Miami is GREAT for coat change, cos there is minimal coat to need to be kept brushed (head, ears, tail and poms!) but if you're not sure then perhaps go for the lamb trim for now, and you can always keep going and go down to the miami if the legs are knotting up a lot! It'd be easier going from lamb to miami than going back the other way anyway, so perhaps go with a nice lamb trim for now...


----------



## faerie (Mar 27, 2010)

i am looking for something that is going to be feminine, but functional to help get her through the coat change (and our humid summer). Right now i'm really leaning toward the miami, and brush brush brush the top of her head and ears/tail/feet then letting it grow out and when winter comes then I can look at other cuts.

i'll be posting a lot for you all to give me ideas for her next grooms ... the fun of having a spoo! you can't do this with a labrador!!!

i'm so excited to have her. she's such a riot! she ran up to me this morning ... she's filthy as she's been rolling and wrestling and we had rain yesterday. she even had mud on her tongue!!!


----------



## Birdie (Jun 28, 2009)

Poodle Lover said:


> I really like the miami trim, but with a twist. My female wears bell bottoms instead of bracelets.


What is the length on her body in this pic? She looks awesome! The miami trim is really growing on me.


----------



## cbrand (Aug 9, 2009)

Miami. 

She has a pretty soft puppy coat and I don't think it will hold the German trim well right now. Plus.... I'm sorry, but I think a German trim is very masculine. 

The Miami will get rid of all that soft coat, but the bracelets will balance the overall look and give her some feminine style.


----------



## faerie (Mar 27, 2010)

i agree re: the german clip being a bit masculine. i don't love the shaved ears either for her either. 

on another thread someone posted pics of a spoo on flickr "bambi" and i loved loved loved her ears and long topknot. i'd like to do that w/ temperance.

oh hurrah. i am getting excited!


----------



## neVar (Dec 25, 2009)

yes the german is quite masculin- if the ears are shaved really short it's more feminine if the ears are short but like 1/2"


----------



## Poodle Lover (Mar 24, 2008)

Birdie said:


> What is the length on her body in this pic? She looks awesome! The miami trim is really growing on me.

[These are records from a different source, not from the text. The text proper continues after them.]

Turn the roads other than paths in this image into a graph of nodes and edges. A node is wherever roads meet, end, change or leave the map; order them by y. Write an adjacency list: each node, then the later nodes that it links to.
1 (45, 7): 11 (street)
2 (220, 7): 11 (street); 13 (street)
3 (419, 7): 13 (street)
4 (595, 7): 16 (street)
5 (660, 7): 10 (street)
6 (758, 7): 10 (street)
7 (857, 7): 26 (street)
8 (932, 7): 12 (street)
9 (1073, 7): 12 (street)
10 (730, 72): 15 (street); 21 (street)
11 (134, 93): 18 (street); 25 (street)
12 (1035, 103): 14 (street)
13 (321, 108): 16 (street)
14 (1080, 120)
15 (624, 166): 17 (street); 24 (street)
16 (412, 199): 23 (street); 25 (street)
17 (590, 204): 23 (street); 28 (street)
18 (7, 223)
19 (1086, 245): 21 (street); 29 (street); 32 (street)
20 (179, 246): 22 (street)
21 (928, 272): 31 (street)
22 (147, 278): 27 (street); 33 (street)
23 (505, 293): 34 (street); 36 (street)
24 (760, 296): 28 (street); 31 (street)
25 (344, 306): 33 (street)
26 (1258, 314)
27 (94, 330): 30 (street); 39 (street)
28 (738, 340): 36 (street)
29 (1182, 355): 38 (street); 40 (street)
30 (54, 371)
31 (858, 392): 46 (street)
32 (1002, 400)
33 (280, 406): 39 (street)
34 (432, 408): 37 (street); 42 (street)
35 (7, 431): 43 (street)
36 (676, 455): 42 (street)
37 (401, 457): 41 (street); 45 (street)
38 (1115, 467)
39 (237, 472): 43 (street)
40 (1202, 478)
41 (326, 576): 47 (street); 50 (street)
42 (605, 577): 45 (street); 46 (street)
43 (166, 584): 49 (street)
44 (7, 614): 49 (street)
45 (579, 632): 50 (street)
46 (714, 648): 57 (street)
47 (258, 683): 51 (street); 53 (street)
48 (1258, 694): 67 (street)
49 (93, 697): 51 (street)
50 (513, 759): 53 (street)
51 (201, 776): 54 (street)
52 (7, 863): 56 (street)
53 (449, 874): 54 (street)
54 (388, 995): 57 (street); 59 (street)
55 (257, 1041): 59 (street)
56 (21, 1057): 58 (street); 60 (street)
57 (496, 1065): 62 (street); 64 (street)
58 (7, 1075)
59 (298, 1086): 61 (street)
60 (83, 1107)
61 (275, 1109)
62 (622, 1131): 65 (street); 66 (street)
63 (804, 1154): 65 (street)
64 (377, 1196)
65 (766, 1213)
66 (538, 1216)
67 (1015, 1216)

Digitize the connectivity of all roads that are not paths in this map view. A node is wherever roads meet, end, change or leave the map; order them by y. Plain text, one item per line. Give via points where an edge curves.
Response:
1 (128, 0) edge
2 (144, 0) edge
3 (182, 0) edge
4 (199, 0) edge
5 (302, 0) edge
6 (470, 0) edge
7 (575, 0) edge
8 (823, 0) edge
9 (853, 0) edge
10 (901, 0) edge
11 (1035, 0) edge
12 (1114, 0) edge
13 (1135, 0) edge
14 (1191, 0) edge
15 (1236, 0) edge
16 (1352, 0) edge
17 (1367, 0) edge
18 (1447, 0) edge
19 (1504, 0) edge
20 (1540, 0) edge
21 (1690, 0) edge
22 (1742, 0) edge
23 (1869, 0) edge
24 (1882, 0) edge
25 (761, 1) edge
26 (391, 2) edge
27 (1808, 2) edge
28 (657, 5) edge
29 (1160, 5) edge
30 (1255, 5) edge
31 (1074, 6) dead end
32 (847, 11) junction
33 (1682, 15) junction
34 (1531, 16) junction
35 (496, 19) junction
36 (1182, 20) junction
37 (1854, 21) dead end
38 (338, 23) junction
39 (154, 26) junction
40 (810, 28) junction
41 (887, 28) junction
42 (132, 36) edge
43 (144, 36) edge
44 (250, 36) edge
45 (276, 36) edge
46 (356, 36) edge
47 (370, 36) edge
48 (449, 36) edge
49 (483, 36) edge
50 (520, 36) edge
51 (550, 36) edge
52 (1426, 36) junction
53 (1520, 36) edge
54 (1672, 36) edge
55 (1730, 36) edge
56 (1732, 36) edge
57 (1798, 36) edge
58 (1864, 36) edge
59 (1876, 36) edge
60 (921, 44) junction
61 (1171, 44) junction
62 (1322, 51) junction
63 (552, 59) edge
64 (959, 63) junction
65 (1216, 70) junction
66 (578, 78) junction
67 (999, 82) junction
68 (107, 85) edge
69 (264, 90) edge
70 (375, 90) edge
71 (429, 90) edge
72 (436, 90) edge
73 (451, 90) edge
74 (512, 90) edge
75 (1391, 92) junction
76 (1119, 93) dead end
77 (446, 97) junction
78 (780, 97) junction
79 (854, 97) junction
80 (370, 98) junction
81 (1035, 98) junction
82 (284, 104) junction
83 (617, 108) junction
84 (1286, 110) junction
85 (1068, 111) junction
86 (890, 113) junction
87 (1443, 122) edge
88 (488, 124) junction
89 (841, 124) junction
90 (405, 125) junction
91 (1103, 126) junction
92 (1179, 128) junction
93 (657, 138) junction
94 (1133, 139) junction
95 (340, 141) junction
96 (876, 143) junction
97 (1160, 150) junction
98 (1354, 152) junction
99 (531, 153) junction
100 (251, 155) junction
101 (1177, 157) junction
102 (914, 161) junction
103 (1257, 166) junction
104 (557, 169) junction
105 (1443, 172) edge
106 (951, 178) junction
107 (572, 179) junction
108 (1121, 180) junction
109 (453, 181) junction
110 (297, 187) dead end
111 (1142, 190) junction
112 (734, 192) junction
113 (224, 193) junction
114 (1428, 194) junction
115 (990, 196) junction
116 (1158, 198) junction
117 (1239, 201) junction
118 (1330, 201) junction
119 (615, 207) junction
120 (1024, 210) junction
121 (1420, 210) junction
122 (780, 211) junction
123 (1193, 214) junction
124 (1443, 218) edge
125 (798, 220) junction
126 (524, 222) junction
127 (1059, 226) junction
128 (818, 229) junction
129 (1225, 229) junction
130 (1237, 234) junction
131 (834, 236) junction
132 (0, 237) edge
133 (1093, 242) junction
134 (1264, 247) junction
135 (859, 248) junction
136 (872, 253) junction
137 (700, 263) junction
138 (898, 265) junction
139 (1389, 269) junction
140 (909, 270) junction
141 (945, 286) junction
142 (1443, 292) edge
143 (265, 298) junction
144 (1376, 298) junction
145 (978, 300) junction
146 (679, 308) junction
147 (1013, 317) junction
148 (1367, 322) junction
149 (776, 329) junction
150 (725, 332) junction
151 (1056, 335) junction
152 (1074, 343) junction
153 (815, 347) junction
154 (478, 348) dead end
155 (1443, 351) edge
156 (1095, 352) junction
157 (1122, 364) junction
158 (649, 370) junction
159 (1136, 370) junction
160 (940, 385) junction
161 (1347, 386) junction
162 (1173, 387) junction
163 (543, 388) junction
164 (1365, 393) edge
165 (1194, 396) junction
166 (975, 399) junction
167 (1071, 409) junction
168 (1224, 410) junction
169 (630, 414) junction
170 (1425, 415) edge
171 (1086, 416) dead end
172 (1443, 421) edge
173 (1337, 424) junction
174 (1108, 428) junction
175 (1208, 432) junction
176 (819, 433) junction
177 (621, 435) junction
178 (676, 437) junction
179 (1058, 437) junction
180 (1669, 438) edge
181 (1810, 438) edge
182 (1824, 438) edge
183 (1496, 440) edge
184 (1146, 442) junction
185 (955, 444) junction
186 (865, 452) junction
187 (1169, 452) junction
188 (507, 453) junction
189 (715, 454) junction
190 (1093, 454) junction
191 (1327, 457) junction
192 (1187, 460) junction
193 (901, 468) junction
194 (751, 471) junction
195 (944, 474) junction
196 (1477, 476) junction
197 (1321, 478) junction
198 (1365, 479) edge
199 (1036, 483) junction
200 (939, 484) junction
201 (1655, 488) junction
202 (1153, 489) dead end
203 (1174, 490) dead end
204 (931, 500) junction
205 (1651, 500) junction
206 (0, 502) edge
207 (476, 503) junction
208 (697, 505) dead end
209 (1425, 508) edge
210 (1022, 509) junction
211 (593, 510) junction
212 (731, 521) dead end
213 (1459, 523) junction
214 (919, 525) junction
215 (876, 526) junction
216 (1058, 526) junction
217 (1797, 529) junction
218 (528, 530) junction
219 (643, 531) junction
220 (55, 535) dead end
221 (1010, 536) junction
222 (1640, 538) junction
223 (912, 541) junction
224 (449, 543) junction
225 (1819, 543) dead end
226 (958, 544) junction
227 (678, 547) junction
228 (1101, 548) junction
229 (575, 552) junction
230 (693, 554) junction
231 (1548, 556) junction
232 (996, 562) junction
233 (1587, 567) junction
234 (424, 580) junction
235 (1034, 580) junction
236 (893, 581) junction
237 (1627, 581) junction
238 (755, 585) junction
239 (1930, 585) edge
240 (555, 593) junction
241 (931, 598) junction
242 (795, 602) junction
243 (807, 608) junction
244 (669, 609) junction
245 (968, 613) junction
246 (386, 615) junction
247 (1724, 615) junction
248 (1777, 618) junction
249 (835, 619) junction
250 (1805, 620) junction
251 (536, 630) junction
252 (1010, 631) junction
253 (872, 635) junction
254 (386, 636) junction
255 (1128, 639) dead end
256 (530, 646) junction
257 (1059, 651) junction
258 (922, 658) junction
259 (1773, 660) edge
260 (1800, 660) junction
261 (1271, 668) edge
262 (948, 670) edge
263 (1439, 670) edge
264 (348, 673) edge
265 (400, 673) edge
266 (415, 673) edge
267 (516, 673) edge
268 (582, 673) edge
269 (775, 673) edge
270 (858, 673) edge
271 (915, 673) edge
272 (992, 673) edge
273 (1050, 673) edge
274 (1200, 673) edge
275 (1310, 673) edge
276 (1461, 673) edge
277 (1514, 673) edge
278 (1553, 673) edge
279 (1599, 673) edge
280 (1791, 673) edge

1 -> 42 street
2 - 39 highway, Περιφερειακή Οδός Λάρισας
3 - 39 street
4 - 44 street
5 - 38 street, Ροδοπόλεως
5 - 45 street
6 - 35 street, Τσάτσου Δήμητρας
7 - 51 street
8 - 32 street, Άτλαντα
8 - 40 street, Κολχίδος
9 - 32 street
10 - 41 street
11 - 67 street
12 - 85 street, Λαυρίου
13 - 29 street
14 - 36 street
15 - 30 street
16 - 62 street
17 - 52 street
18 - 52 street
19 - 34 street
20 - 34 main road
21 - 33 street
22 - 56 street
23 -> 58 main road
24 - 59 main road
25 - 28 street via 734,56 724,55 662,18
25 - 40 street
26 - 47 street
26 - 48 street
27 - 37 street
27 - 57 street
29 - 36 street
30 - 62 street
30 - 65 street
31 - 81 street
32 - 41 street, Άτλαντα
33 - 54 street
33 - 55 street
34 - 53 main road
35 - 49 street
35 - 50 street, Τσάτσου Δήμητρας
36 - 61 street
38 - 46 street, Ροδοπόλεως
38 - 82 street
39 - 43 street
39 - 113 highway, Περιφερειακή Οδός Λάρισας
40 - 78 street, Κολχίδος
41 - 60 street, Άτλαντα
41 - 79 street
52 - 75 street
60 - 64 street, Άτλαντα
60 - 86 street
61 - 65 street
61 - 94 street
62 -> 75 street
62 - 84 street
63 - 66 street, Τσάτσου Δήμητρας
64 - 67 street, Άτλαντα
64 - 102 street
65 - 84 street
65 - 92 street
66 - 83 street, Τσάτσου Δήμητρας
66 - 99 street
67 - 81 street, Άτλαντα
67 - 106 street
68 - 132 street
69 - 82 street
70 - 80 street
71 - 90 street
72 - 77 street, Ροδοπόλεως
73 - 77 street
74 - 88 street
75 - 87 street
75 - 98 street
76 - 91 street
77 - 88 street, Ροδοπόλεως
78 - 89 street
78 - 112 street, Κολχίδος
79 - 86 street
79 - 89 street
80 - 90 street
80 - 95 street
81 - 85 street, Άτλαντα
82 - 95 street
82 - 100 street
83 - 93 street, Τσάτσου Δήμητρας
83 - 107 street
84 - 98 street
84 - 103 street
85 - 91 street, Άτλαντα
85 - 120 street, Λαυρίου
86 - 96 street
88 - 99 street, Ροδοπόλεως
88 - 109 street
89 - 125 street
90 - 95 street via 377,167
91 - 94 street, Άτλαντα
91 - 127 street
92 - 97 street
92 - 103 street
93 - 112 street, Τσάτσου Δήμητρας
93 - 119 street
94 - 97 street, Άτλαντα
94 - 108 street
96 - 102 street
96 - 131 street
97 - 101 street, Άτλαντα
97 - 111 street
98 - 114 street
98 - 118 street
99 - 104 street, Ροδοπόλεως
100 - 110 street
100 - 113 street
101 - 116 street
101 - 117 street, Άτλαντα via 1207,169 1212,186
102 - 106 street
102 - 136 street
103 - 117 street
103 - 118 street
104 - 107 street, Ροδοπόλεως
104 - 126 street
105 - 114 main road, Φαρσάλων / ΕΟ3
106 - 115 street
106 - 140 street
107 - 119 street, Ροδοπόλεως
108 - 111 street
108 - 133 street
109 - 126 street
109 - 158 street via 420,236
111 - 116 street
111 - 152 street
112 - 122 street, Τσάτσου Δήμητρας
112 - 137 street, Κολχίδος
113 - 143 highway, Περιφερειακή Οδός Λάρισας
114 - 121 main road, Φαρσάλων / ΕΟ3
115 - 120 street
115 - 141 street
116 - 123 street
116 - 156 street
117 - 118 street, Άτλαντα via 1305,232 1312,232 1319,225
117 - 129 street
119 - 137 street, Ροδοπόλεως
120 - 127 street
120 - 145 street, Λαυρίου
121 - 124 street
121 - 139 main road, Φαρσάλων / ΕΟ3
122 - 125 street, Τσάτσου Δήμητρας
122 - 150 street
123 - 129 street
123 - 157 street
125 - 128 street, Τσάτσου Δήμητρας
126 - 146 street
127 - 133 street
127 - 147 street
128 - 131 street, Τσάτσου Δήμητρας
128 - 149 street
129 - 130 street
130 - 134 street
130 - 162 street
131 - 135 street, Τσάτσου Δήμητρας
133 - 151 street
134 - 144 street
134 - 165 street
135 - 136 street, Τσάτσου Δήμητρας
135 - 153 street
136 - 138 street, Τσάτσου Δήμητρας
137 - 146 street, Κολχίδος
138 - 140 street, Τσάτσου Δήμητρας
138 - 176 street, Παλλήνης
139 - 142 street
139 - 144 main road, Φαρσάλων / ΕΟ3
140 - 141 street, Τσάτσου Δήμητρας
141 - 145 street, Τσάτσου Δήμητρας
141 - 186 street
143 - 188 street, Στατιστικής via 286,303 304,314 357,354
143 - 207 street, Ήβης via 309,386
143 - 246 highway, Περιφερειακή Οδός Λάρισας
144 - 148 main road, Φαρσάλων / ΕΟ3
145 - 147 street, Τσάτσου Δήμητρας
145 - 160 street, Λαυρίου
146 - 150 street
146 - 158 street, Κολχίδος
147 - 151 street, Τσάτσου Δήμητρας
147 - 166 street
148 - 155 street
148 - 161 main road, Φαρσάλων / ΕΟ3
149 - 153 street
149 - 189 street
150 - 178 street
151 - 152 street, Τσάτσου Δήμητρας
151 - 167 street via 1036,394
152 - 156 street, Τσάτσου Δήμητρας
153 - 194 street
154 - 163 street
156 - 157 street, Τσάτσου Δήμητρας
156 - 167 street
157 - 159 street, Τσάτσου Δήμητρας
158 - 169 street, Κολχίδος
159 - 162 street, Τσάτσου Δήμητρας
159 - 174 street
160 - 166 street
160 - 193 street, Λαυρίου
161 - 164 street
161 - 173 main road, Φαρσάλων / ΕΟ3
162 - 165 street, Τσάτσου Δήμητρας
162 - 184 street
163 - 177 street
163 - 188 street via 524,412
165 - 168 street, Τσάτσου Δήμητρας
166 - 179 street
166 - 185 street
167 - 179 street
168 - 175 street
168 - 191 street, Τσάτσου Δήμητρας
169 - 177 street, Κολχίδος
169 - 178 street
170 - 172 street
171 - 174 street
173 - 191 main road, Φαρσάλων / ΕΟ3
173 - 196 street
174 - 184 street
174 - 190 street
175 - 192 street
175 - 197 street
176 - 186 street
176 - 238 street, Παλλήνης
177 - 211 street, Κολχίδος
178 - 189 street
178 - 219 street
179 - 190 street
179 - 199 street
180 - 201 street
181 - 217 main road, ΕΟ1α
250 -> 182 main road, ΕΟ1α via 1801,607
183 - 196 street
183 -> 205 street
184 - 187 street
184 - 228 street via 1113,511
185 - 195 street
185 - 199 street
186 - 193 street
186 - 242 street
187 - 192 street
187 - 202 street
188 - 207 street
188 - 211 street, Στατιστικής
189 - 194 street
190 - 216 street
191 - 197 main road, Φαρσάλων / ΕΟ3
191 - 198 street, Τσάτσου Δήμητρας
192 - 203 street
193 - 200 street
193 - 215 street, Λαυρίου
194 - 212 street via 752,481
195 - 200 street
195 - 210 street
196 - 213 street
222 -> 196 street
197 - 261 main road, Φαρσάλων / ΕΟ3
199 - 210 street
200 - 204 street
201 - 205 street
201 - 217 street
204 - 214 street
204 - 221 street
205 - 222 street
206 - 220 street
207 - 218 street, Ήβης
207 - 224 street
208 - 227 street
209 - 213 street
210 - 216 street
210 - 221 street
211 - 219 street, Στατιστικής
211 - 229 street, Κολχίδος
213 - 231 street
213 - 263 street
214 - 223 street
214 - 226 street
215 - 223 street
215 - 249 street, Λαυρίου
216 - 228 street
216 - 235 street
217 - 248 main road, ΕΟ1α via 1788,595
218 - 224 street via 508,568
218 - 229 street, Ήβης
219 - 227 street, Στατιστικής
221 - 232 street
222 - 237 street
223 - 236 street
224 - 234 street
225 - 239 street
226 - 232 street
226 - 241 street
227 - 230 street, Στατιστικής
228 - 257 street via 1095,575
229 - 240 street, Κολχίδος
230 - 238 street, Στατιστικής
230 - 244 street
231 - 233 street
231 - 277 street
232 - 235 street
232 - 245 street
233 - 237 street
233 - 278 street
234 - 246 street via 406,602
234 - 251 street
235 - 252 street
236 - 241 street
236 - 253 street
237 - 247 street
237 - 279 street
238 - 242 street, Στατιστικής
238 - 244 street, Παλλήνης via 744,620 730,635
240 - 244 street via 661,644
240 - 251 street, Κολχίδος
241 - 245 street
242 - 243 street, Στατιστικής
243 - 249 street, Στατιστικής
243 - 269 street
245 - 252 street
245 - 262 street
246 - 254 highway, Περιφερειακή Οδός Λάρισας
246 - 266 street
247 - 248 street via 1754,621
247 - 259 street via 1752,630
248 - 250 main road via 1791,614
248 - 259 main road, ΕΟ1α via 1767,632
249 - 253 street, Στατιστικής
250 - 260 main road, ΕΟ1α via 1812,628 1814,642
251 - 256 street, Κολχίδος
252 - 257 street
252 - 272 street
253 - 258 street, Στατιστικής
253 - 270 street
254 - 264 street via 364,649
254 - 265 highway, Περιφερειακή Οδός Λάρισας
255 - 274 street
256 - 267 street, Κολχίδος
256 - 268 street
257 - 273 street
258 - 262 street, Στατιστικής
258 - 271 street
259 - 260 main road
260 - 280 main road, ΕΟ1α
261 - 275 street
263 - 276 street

Thanks for the compliment. This is Brandy's pic from last summer when I was visiting my mom in L.A. I believe that Mimi (her groomer) used a #4 blade on her body, but it might have been a #5. I don't go extremely short on the body, but I know some people will even use a #7. I like the bells longer so a bit more on the body looks more proportionate.


----------



## faerie (Mar 27, 2010)

i was snuggling in the bed with poof last night mourning the loss of her soft puppy fluff as i snuggled in it (and started pinching apart a few snarls here and there *sigh*)
i am going to ask the groomer to not go too short on her body.


----------